MyDiscovery: Encyclopedia cures insomnia
Can’t sleep? I want to tell you of my discovery today: An encyclopedia is a bad read. Go read any of the bestselling ones. Take your pick: Americana, Britannica, Columbia, Encarta, Wikipedia? They’re all the same: uninteresting, unexciting, dreary, dull. Open to any page, try to read, and pretty soon you’re fast asleep!
I find it mind-numbing. Why do most encyclopedias make the most boring reading? Let me quote myself from my latest essay on creative thinking (for more details, see my ‘PS,’ March 24, frankahilario.com) pertinent to the encyclopedias:
‘PS’ – noon today, when I was trying to collect notes on the acronym, I thought of Sony’s PlayStation and, surfing, clicked on Wikipedia. And now, here is a lesson in creative thinking from my Serendipity X and their Wikipedia on the subject of Sony’s PlayStation (PS). The head note on the PlayStation section says (en.wikipedia.org):
‘The current version of this article or section is written in an informal style and with a personally invested tone. It reads more like a story than an encyclopedia entry.’

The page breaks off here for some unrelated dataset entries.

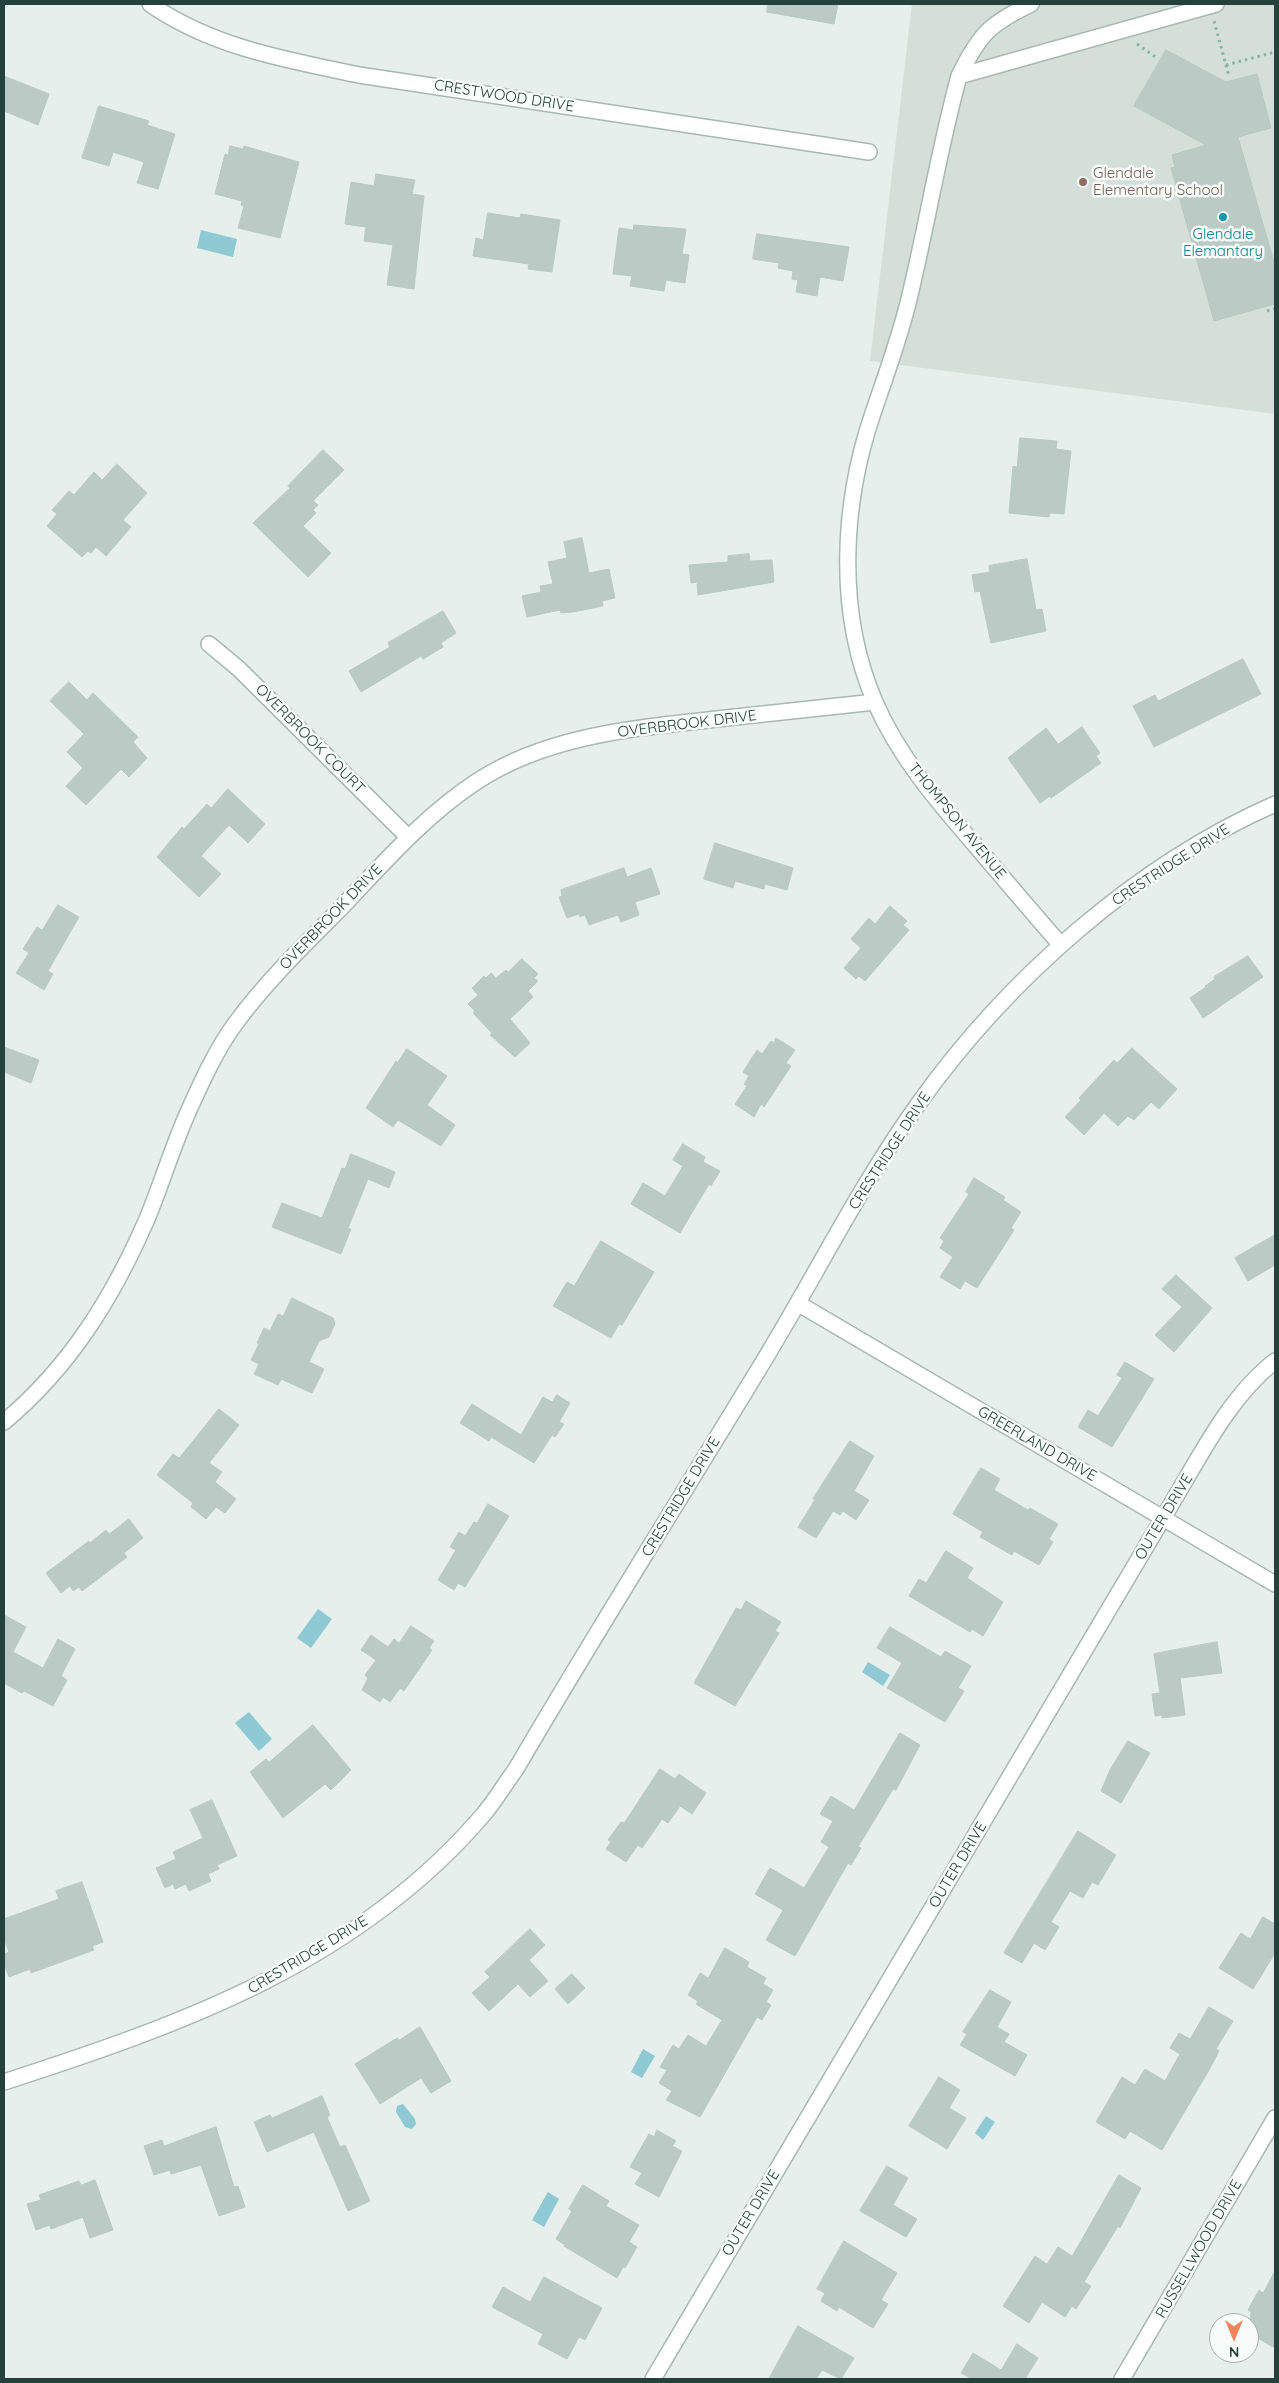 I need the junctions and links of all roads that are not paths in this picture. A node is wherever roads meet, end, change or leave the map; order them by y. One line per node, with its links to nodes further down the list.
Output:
1 (150, 4): 5 (street, CRESTWOOD DRIVE)
2 (1031, 4): 4 (street, THOMPSON AVENUE)
3 (1213, 5): 4 (street)
4 (959, 76): 7 (street, THOMPSON AVENUE)
5 (869, 152)
6 (209, 644): 9 (street, OVERBROOK COURT)
7 (875, 702): 9 (street, OVERBROOK DRIVE); 10 (street, THOMPSON AVENUE)
8 (1275, 804): 10 (street, CRESTRIDGE DRIVE)
9 (408, 837): 13 (street, OVERBROOK DRIVE)
10 (1060, 944): 11 (street, CRESTRIDGE DRIVE)
11 (799, 1304): 14 (street, GREERLAND DRIVE); 16 (street, CRESTRIDGE DRIVE)
12 (1275, 1361): 14 (street, OUTER DRIVE)
13 (4, 1422)
14 (1163, 1518): 15 (street, GREERLAND DRIVE); 18 (street, OUTER DRIVE)
15 (1275, 1584)
16 (4, 2082)
17 (1275, 2118): 19 (street, RUSSELLWOOD DRIVE)
18 (653, 2379)
19 (1122, 2379) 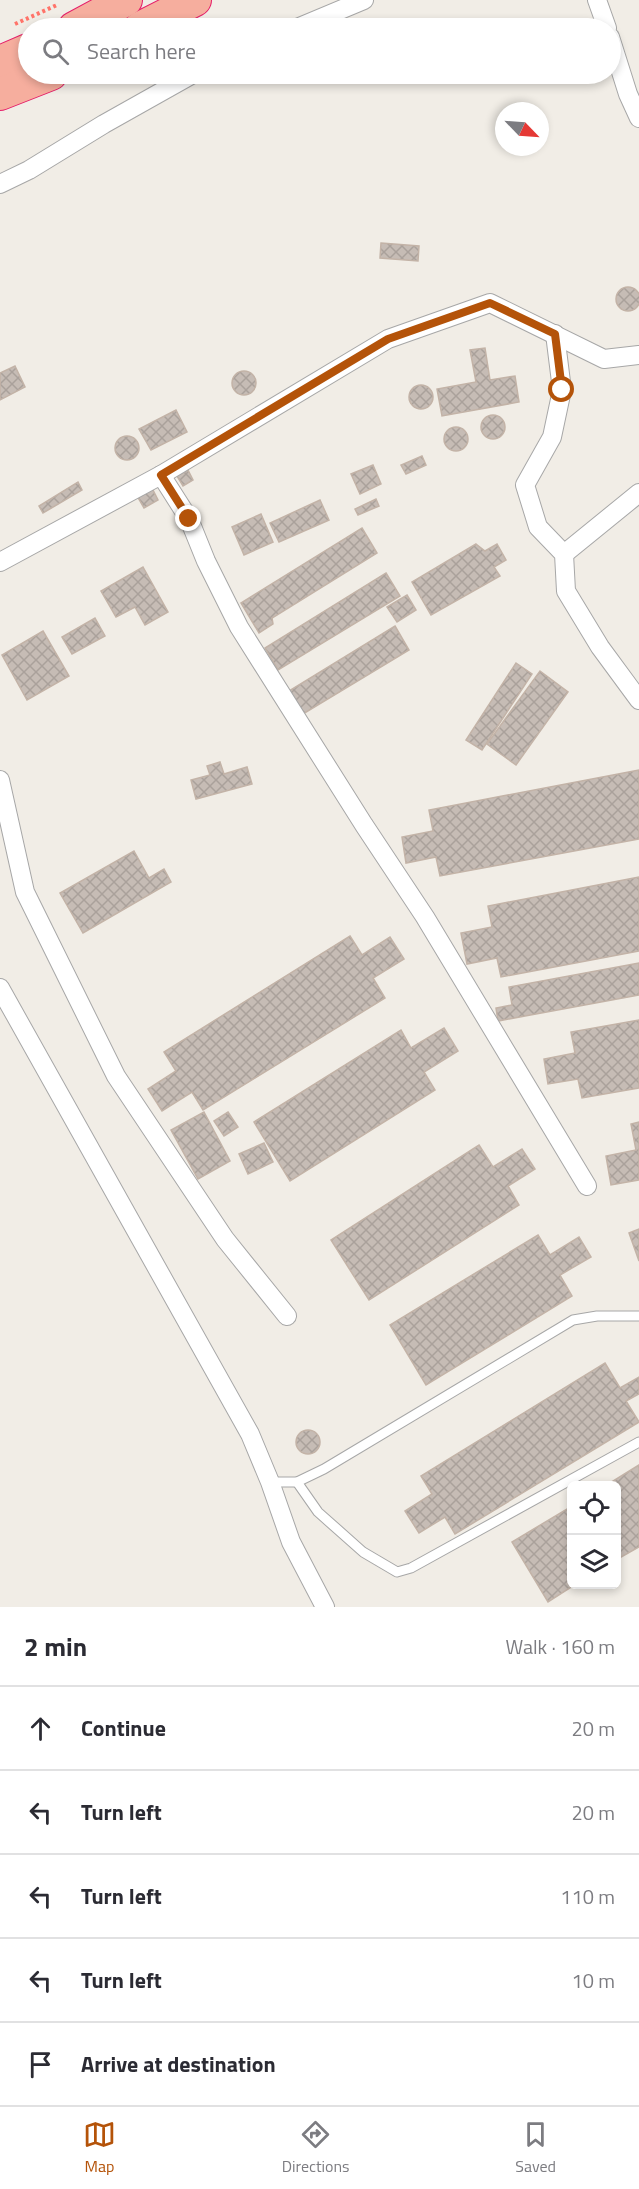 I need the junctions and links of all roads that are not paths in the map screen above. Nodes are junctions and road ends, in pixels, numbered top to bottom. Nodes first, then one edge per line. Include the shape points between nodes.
1 (126, 0) edge
2 (195, 0) edge
3 (364, 0) edge
4 (597, 0) edge
5 (66, 16) edge
6 (160, 18) edge
7 (321, 18) edge
8 (604, 18) edge
9 (18, 39) edge
10 (0, 62) edge
11 (621, 72) edge
12 (26, 84) edge
13 (174, 84) edge
14 (0, 94) edge
15 (639, 118) edge
16 (0, 184) edge
17 (555, 334) junction
18 (639, 356) edge
19 (161, 475) junction
20 (639, 493) edge
21 (564, 554) junction
22 (0, 562) edge
23 (639, 700) edge
24 (0, 780) edge
25 (0, 988) edge
26 (586, 1186) dead end
27 (287, 1316) dead end
28 (639, 1316) edge
29 (639, 1442) edge
30 (270, 1482) junction
31 (297, 1482) junction
32 (325, 1607) edge

1 - 5 highway
2 - 6 highway
3 - 7 street
4 - 8 street
9 - 10 highway
11 - 15 street
12 - 14 highway
13 - 16 street
17 - 18 street via 604,359
17 - 19 street via 490,303 449,317 388,339
17 - 21 street via 562,390 552,437 525,485 538,527
19 - 22 street
19 - 26 street via 189,519 239,627 425,917
20 - 21 street
21 - 23 street via 566,591
24 - 27 street via 26,892 116,1076 225,1239
25 - 30 street via 244,1424
28 - 31 lane via 573,1320
29 - 31 lane via 411,1568 397,1572 363,1552 318,1512
30 - 31 lane
30 - 32 street via 291,1542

Very funny. What Wikipedia does not encourage is exactly what I do encourage because that’s how I write: personal, fervent.
So, according to the watchdogs of Wikipedia, an encyclopedia entry should be written in a staid, no-feelings-seen-no-bias-shown manner. Boring. That’s why nobody reads the encyclopedia. And yes, I now understand Wikipedia doesn’t want to be read either! That is to say, like all the other encyclopedia makers, they don’t want their sentences to be relaxed; they are not trying to impart knowledge on the reader – they are merely trying to impress him with their erudition.
And all the time I thought Wikipedia was innovative?!
Since encylopedias were the reliable references in the beginning of our time and remain to be so, and since we all know that most children up to now are reluctant to open the pages of those authoritative sources, now I know why most of our Johnnys don’t read, don’t write, don’t study much: The encyclopedias tell them knowledge is a boring subject, not much fun. Knowledge is only good for bringing around town, for display only: If you have it, flaunt it!
Didn’t Pogo say? ‘I have seen the enemy, and it is US.’ The encyclopedias have, after all these years, turned out to be the hidden enemy of knowledge, not to mention understanding, contrary to everyone’s expectation, including the encyclopedia makers themselves. Those who are the bringers of knowledge have much to know themselves.
‘Help Wikimedia free the Knowledge of the world’ (wikimedia.org). I don’t mind free, but not colorless, lifeless free knowledge, if you don’t mind.